EXERCISE INPUT:
--- START ---

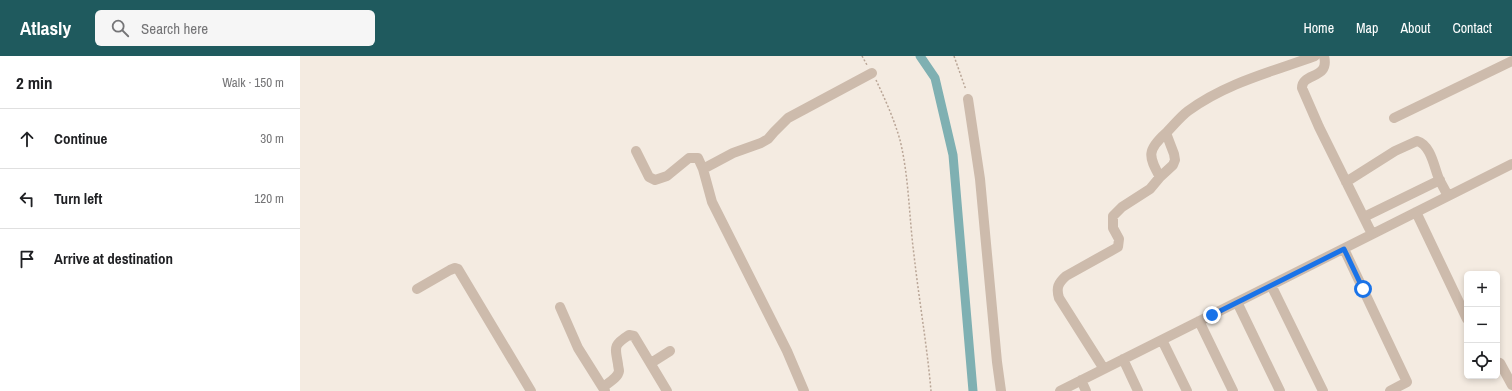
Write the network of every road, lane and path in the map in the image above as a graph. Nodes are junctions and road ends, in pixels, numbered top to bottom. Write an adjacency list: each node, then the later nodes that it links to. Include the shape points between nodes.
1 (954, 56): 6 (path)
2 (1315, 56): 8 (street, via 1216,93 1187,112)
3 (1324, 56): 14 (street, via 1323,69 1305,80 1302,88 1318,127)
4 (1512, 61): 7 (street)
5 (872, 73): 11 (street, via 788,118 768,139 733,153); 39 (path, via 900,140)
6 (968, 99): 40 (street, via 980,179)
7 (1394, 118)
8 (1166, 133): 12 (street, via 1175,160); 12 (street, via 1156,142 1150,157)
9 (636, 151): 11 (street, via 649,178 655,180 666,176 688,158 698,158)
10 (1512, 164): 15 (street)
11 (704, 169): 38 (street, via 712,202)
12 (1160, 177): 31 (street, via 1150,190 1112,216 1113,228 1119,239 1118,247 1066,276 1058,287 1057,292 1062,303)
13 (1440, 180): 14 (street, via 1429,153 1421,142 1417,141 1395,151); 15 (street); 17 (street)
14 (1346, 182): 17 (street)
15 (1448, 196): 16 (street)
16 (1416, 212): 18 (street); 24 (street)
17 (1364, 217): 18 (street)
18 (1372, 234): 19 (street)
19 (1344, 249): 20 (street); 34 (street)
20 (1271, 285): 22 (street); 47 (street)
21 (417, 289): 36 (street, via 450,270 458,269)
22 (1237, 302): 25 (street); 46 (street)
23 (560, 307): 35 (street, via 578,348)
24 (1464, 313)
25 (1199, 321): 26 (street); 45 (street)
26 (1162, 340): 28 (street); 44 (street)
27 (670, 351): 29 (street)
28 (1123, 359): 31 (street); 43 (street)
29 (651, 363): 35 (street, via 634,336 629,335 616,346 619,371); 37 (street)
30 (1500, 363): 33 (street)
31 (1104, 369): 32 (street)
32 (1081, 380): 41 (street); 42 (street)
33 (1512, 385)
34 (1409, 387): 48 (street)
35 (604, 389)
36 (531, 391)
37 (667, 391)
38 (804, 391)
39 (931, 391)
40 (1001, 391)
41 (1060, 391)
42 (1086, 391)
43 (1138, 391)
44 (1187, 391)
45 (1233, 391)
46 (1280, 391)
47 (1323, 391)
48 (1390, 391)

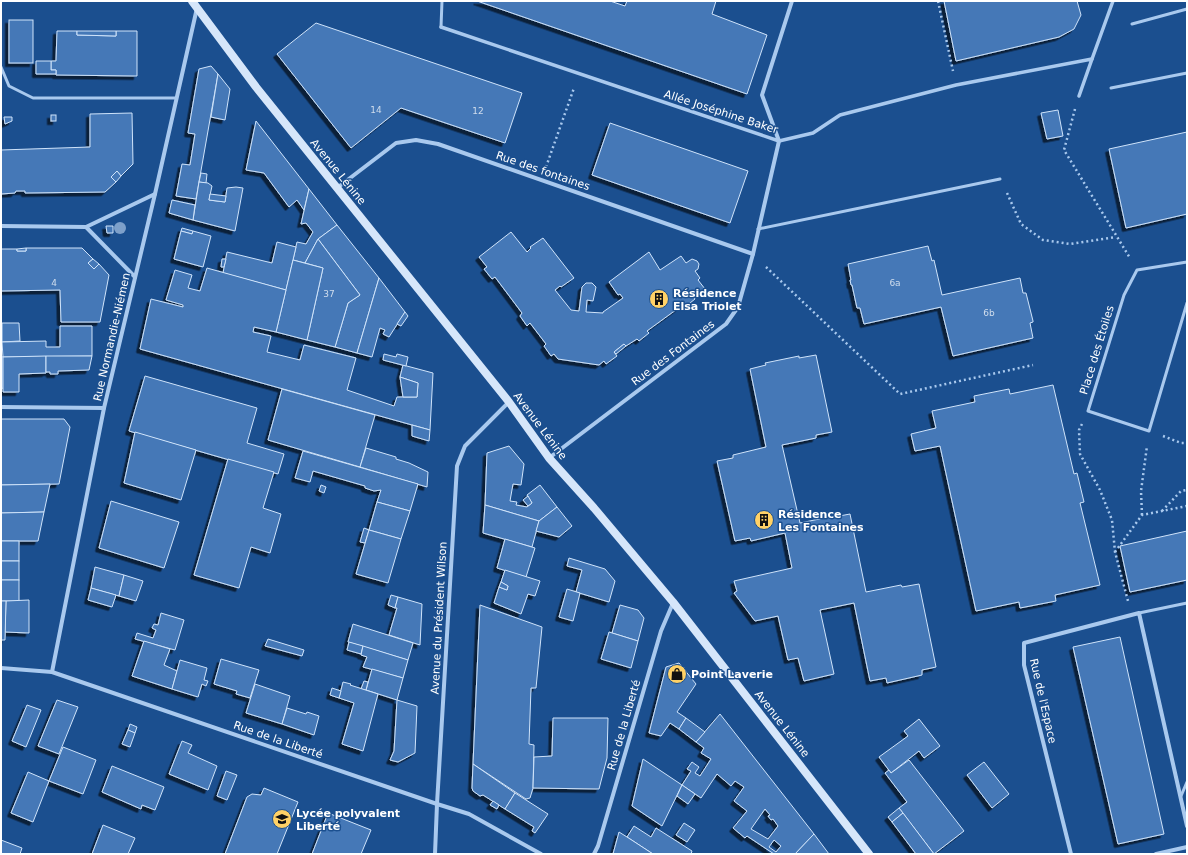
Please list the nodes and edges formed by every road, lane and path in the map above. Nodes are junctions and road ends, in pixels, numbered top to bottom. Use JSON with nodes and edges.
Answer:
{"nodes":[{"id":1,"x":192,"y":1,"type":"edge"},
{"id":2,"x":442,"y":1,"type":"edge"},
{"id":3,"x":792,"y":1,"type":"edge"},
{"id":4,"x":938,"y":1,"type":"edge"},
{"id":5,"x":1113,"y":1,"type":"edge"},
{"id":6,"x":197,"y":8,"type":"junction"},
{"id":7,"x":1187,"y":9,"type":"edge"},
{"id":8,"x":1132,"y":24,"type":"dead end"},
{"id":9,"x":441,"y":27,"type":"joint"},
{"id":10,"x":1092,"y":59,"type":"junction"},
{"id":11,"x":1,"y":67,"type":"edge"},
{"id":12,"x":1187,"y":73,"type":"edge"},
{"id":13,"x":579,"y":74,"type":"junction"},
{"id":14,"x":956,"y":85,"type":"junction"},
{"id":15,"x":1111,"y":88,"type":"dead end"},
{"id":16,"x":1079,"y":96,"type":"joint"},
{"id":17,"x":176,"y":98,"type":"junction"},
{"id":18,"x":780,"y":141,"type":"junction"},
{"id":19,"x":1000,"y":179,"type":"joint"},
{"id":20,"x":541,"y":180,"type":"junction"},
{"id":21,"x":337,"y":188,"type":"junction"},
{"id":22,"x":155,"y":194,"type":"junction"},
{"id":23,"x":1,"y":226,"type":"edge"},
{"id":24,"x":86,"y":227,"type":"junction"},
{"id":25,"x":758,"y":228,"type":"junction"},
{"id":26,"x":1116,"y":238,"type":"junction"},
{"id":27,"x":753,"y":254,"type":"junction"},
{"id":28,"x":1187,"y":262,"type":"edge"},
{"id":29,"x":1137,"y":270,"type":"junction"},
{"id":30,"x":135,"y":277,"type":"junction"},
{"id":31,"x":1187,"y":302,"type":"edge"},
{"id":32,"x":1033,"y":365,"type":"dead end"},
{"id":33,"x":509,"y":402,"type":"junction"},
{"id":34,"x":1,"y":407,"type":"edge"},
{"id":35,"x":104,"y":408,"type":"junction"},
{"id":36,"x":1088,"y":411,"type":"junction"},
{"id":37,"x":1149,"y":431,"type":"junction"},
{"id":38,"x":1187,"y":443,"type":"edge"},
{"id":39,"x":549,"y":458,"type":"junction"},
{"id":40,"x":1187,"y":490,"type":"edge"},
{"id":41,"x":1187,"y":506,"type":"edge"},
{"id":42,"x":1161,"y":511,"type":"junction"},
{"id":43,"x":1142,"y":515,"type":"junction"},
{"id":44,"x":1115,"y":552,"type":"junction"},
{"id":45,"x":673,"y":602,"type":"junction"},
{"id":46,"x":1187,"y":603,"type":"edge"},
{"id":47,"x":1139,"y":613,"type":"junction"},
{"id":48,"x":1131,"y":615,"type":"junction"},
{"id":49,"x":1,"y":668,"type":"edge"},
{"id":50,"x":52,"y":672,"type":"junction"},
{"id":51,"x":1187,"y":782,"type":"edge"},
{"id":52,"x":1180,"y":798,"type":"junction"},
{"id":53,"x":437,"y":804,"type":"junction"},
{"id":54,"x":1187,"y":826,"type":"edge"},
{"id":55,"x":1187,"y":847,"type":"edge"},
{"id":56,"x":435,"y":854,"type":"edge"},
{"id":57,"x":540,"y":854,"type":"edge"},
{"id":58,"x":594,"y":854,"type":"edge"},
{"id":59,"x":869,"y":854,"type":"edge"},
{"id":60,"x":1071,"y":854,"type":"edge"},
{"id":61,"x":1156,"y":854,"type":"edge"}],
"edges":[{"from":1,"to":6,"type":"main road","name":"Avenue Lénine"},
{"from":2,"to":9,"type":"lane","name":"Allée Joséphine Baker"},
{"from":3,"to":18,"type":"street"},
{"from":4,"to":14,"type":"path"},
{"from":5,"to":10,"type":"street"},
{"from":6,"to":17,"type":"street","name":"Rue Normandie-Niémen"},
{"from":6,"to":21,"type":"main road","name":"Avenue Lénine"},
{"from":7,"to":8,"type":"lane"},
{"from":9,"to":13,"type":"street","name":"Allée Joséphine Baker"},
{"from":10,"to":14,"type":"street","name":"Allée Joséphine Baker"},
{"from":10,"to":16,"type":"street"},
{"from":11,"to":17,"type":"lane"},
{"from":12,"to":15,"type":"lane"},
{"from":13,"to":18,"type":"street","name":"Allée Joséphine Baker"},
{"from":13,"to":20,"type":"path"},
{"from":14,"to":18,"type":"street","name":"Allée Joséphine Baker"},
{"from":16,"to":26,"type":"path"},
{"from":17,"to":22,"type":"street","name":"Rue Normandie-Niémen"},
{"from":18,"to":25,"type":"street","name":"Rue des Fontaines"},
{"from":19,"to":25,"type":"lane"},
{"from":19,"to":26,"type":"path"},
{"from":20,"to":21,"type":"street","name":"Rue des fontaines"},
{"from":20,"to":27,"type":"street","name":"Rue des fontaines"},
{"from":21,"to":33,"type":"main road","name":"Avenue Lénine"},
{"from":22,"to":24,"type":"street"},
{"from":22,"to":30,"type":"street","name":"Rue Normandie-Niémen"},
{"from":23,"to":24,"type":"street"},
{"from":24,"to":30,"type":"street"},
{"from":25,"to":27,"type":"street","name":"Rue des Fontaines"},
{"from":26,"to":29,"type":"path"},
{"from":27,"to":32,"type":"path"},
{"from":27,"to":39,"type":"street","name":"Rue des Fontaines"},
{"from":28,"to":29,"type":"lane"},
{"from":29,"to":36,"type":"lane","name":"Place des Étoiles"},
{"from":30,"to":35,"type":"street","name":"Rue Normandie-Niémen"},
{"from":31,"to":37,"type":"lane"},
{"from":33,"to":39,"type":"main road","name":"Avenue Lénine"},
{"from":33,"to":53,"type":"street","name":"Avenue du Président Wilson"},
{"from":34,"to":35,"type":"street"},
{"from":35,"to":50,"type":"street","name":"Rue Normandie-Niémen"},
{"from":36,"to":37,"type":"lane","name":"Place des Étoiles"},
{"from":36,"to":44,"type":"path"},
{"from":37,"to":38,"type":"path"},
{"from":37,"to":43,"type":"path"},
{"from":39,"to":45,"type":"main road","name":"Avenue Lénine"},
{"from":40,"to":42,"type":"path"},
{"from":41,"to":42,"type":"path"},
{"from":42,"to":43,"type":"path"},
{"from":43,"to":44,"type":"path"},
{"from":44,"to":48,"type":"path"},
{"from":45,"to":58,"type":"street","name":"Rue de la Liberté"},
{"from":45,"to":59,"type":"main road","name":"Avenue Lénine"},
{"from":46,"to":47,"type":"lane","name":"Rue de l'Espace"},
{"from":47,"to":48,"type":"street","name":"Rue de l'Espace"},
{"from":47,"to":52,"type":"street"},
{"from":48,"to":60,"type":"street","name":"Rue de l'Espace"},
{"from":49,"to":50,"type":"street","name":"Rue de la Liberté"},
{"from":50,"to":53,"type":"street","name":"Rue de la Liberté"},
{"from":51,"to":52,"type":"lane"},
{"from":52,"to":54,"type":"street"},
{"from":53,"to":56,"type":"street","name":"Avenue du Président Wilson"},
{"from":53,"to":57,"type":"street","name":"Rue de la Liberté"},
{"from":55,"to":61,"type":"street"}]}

--- END ---

ASSIGNMENT:
Examine the records and pull out every line where the string "Place" occurs.

SOLUTION BELOW:
{"from":29,"to":36,"type":"lane","name":"Place des Étoiles"},
{"from":36,"to":37,"type":"lane","name":"Place des Étoiles"},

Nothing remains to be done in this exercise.